PS 72-110 - Spatial re-distribution of fishing effort following the implementation of groundfish fishery integration in British Columbia

Friday, August 11, 2017
Exhibit Hall, Oregon Convention Center
Katherine H. Bannar-Martin, Elise A. Keppel, Lisa Lacko and Robyn E. Forrest, Pacific Biological Station, Fisheries and Oceans Canada, Nanaimo, BC, Canada

British Columbia’s seven separately licensed commercial groundfish fisheries were integrated in 2006 when the trawl, longline, and trap sectors were brought under a single management plan characterized by Individual Transferable Quotas (ITQs), 100% dockside monitoring, and 100% at-sea monitoring. Integration resulted in a fishery with more than 50 fish stocks under quota and some of the highest monitoring standards in the world. Fully-observed ITQ systems can have spatial redistribution consequences for multispecies fisheries by providing incentives for vessels to avoid habitats of low-quota species and exercise high selectivity for different species. Habitat avoidance can consequently result in the creation of spatial refugia for some species. Fisheries and Oceans Canada now has a unique database containing high-resolution verified, set-by-set locations of all commercial fishing effort since 1996 for trawl, and since 2006 for all other groundfish gears. We present analyses on spatial effort shifts in BC’s integrated groundfish fishery in the longline sector since integration in 2006.
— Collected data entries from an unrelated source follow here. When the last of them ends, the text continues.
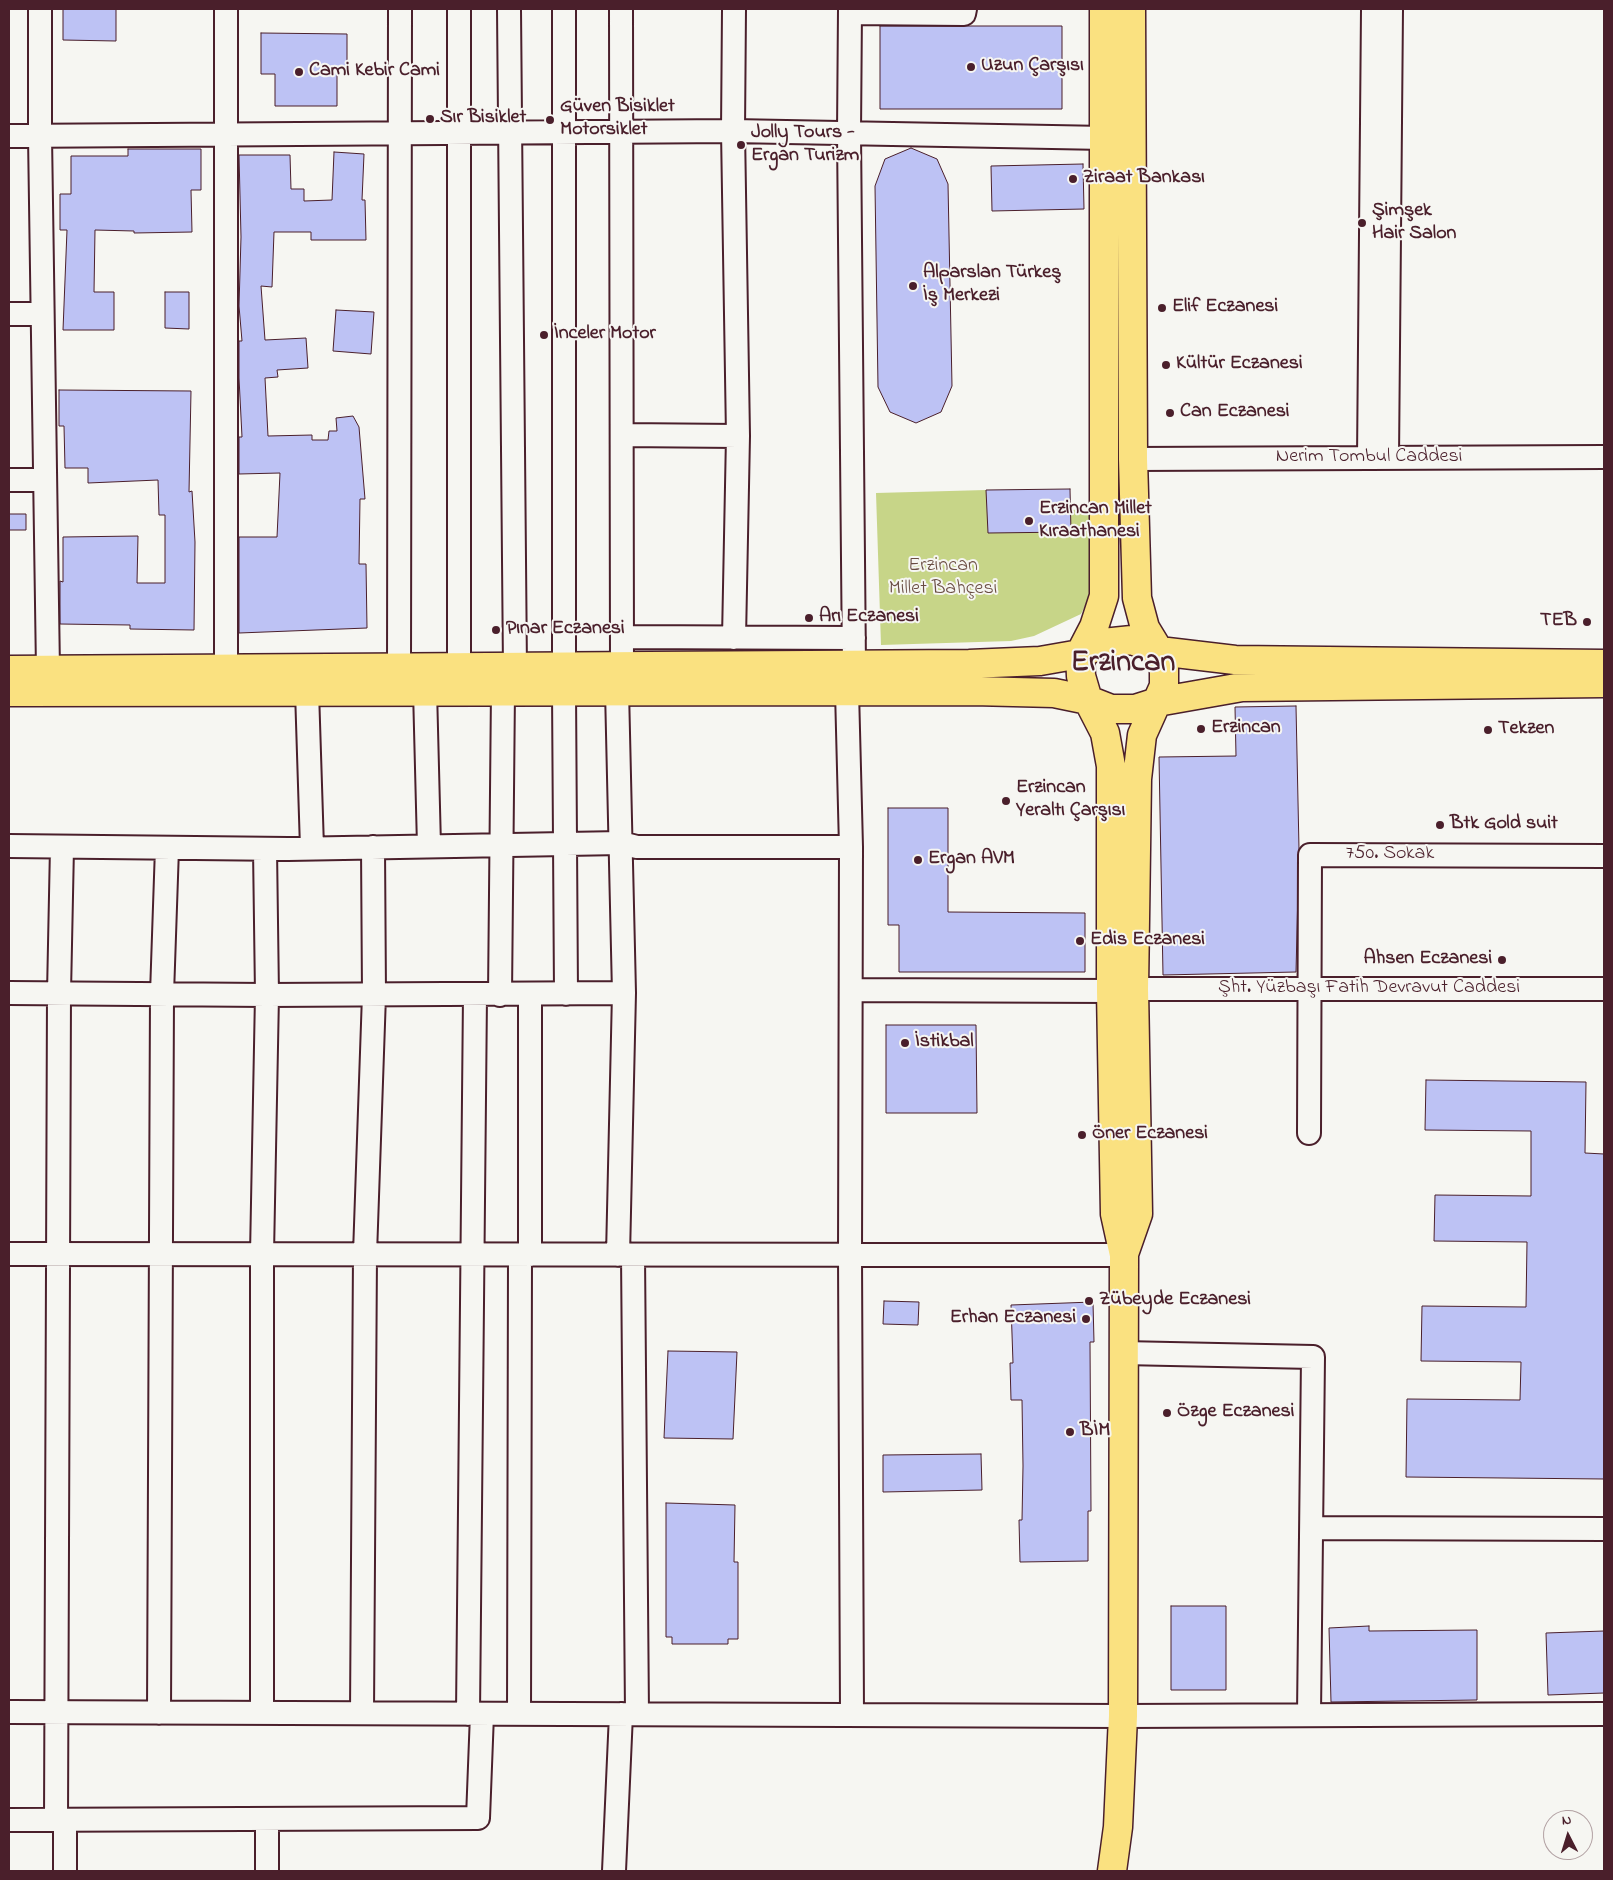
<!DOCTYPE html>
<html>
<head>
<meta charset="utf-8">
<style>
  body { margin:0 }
  #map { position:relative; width:1613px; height:1880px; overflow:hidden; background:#f6f6f2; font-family:"Indie Flower",sans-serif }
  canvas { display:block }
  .frame { position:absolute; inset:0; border:10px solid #4a1f2b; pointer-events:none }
  .north { position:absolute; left:1543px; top:1810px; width:50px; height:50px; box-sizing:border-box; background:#f6f6f2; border:1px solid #b1a0a2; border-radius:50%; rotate:355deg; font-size:14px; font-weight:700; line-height:20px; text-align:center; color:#4a1f2b }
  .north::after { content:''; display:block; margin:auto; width:18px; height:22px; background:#4a1f2b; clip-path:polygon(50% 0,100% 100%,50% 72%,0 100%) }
</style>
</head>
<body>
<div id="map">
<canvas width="1613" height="1880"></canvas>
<div class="frame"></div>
<div class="north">N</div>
</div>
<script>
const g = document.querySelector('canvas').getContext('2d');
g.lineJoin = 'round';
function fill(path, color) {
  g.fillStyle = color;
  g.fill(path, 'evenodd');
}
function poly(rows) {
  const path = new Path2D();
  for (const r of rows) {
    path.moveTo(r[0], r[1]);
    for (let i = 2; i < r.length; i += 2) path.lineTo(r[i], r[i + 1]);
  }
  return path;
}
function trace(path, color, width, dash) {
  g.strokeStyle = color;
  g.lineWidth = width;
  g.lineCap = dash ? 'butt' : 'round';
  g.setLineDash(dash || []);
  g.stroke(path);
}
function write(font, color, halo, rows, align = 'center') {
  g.font = font + ' "Indie Flower",sans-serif';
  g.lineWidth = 4;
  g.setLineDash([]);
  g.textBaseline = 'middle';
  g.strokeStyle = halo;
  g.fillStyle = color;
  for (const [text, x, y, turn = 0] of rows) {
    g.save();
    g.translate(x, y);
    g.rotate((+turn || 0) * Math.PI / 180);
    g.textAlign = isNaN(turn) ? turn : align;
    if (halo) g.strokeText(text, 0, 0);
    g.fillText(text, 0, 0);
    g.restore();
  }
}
const green = poly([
  [986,490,1070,510,1094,509,1092,592,1081,614,1034,636,1011,641,881,645,876,493]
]);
const building = poly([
  [63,9,116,9,116,41,63,40,63,9],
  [880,26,1062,26,1062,109,880,109,880,26],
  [261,33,347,34,347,69,337,69,337,106,275,106,275,74,261,74,261,33],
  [911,148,937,159,948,184,952,386,941,412,916,423,890,412,878,387,875,186,885,159,911,148],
  [128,149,201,149,201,190,191,190,192,232,134,233,134,231,95,230,94,292,114,292,114,330,63,330,67,230,60,230,60,194,71,194,71,156,128,156,128,149],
  [334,152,364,154,362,200,365,200,366,240,311,240,311,232,274,232,272,287,261,286,265,340,306,338,308,368,277,370,278,377,265,378,268,436,312,435,312,440,328,440,329,431,337,431,336,418,353,416,359,427,365,499,360,499,359,564,366,564,367,628,239,633,239,537,277,537,280,473,239,474,239,437,242,437,239,378,239,341,242,341,239,306,241,237,239,155,290,155,291,189,304,189,304,201,332,200,334,152],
  [1083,164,1084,209,992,211,991,166,1083,164],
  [165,292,189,292,189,329,165,328,165,292],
  [336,310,374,312,371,354,333,351,336,310],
  [59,390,191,391,189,492,192,491,195,542,194,630,130,629,130,625,60,624,60,581,63,582,63,537,138,536,137,583,165,583,165,515,159,515,158,480,88,483,88,468,65,468,64,426,59,426,59,390],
  [1070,489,1071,532,988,533,986,490,1070,489],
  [9,514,26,514,26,530,9,530,9,514],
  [1296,706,1299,849,1296,972,1163,975,1159,757,1236,756,1235,707,1296,706],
  [888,808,948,808,948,912,1085,913,1085,972,899,972,899,925,888,925,888,808],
  [886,1025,976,1025,977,1113,886,1113,886,1025],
  [1426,1080,1586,1082,1585,1153,1604,1154,1604,1479,1406,1477,1407,1399,1520,1400,1521,1362,1421,1361,1422,1306,1526,1307,1527,1242,1434,1241,1435,1195,1531,1196,1531,1131,1425,1130,1426,1080],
  [884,1301,919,1302,918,1325,883,1324,884,1301],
  [1093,1302,1094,1342,1090,1342,1091,1511,1088,1511,1088,1561,1020,1562,1019,1520,1022,1520,1023,1466,1022,1400,1011,1400,1010,1363,1013,1363,1011,1305,1093,1302],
  [668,1351,737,1352,733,1439,664,1438,668,1351],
  [981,1454,982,1490,883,1492,883,1455,981,1454],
  [666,1503,735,1505,734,1562,738,1562,738,1639,728,1639,728,1644,672,1644,672,1637,666,1637,666,1503],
  [1171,1606,1226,1606,1226,1690,1171,1690,1171,1606],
  [1369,1626,1369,1631,1477,1630,1477,1700,1331,1702,1329,1628,1369,1626],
  [1604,1631,1604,1693,1548,1695,1546,1633,1604,1631]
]);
const minor = poly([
  [40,9,40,136,48,670],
  [226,9,226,669],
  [459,9,459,669],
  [509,9,515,669],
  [564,9,564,668],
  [621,9,622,668],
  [850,9,849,133,854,665],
  [850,13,964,14,965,9],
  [9,136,733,131,1105,138],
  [9,314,42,314],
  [622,435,738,436],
  [1369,458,1373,9],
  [1387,458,1391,9],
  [1133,459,1604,457],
  [9,480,45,480],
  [622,637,854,638],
  [734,638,738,436,733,131,734,9],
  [399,669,400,9],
  [425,690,429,846],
  [564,690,566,994],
  [617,690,624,993,618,1255],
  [307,691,312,848],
  [847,691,851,847,850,1255,852,1715],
  [9,846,288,849,621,843,637,847,851,847],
  [1134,989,1604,989],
  [851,990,1111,991],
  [9,993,267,995,624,993],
  [500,995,503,690],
  [1309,1133,1310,855,1604,856],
  [9,1254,1124,1255],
  [530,1255,530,994],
  [633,1255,637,1714],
  [1123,1353,1313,1357,1309,1714],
  [1312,1528,1604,1529],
  [9,1712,1123,1716,1604,1714],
  [159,1713,162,994,167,848],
  [262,1713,262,1254,267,995,265,849],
  [362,1713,365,1254,374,995,373,847],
  [468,1714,475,995],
  [519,1714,520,1255],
  [267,1819,267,1871],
  [9,1820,478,1818,482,1714],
  [56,1820,59,993,62,847],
  [65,1871,65,1820],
  [614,1871,621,1714]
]);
const major = poly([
  [1104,9,1104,596,1094,627,1080,654,1081,676,1088,700,1105,733,1111,766,1111,991,1115,1214,1124,1255,1123,1716,1118,1827,1112,1871],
  [9,670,969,664,1040,661,1080,654,1103,643,1132,640,1159,651,1235,660,1604,664],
  [9,692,973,691,1054,693,1088,700,1111,709,1135,709,1157,702,1242,687,1604,683],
  [1124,1254,1138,1214,1134,989,1137,779,1142,735,1164,686,1164,667,1159,651,1145,628,1137,598,1133,459,1131,9]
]);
const markers = [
  [971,67,5,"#4a1f2b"],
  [299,72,5,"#4a1f2b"],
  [430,119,5,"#4a1f2b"],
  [550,120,5,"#4a1f2b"],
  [741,145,5,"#4a1f2b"],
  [1073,179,5,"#4a1f2b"],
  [1362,223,5,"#4a1f2b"],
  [913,286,5,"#4a1f2b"],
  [1162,308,5,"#4a1f2b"],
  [544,335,5,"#4a1f2b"],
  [1166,365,5,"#4a1f2b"],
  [1170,413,5,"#4a1f2b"],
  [1029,521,5,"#4a1f2b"],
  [809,618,5,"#4a1f2b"],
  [1587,622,5,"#4a1f2b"],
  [496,630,5,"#4a1f2b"],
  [1201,729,5,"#4a1f2b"],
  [1488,730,5,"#4a1f2b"],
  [1006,801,5,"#4a1f2b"],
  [1440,825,5,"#4a1f2b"],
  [918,860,5,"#4a1f2b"],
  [1080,941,5,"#4a1f2b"],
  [1502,960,5,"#4a1f2b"],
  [905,1043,5,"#4a1f2b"],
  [1082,1135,5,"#4a1f2b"],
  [1089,1301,5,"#4a1f2b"],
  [1086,1319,5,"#4a1f2b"],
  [1167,1413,5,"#4a1f2b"],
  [1070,1432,5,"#4a1f2b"]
];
const poiNames = [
  ["Uzun Çarşısı",981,67],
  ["Cami Kebir Cami",309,72],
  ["Güven Bisiklet",560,108],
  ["Motorsiklet",560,131],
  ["Sır Bisiklet",440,119],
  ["Jolly Tours -",751,134],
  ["Ergan Turizm",751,157],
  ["Ziraat Bankası",1083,179],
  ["Şimşek",1372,212],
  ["Hair Salon",1372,235],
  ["Alparslan Türkeş",923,274],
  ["İş Merkezi",923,297],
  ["Elif Eczanesi",1172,308],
  ["İnceler Motor",554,335],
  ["Kültür Eczanesi",1176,365],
  ["Can Eczanesi",1180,413],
  ["Erzincan Millet",1039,510],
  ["Kıraathanesi",1039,533],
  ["Arı Eczanesi",819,618],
  ["TEB",1577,622,"right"],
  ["Pınar Eczanesi",506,630],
  ["Erzincan",1211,729],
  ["Tekzen",1498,730],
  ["Erzincan",1016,789],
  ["Yeraltı Çarşısı",1016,812],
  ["Btk Gold suit",1450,825],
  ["Ergan AVM",928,860],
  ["Edis Eczanesi",1090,941],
  ["Ahsen Eczanesi",1492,960,"right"],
  ["İstikbal",915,1043],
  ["Öner Eczanesi",1092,1135],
  ["Zübeyde Eczanesi",1099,1301],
  ["Erhan Eczanesi",1076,1319,"right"],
  ["Özge Eczanesi",1177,1413],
  ["BİM",1080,1432]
];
const streetNames = [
  ["Nerim Tombul Caddesi",1369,458],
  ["750. Sokak",1390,855],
  ["Şht. Yüzbaşı Fatih Devravut Caddesi",1369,989]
];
const parkNames = [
  ["Erzincan",943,567],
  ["Millet Bahçesi",943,590]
];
const townNames = [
  ["Erzincan",1123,665]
];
fill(green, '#c7d588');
fill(building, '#bdc2f4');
trace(building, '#4a1f2b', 1);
trace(minor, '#4a1f2b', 26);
trace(major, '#4a1f2b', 31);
trace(minor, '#f6f6f2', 22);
trace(major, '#fae180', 28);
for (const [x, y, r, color] of markers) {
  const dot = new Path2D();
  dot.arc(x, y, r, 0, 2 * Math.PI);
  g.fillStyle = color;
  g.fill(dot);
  trace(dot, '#f6f6f2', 2);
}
write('bold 20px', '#4a1f2b', '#f6f6f2', poiNames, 'left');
write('20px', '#4a1f2b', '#f6f6f2', streetNames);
write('20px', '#694c42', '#f6f6f2', parkNames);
write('bold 30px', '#4a1f2b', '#f6f6f2', townNames);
</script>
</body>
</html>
The spatial footprint of the longline fishery has been reduced from 193.08 km2 to 113.82 km2 since integration. Using a hieararchical clustering approach of fishing lines, we reconstructed intra- and inter- annual vessel-specific fishing opportunities. We then used multivariate modeling to investigate the relationship between temporal and spatial shifts in fishing opportunities, per-species catch, underlying groundfish distributions (from survey data), bathymetry and habitat type (from random forest and backscatter analyses), and per-species quota allocation. Preliminary results suggest that integration of the groundfish fishery with ITQs and 100% monitoring has resulted in a spatial re-distribution of the fishing effort in the Pacific fleet, with areas being selectively avoided that have Yelloweye Rockfish species, a species of conservation concern and low quota. This study provides evidence of non-spatially explicit management plans leading to positive spatial outcomes, through a reduction in the footprint of the fishery and the potential for spatial refugia for groundfish species of conservation concern.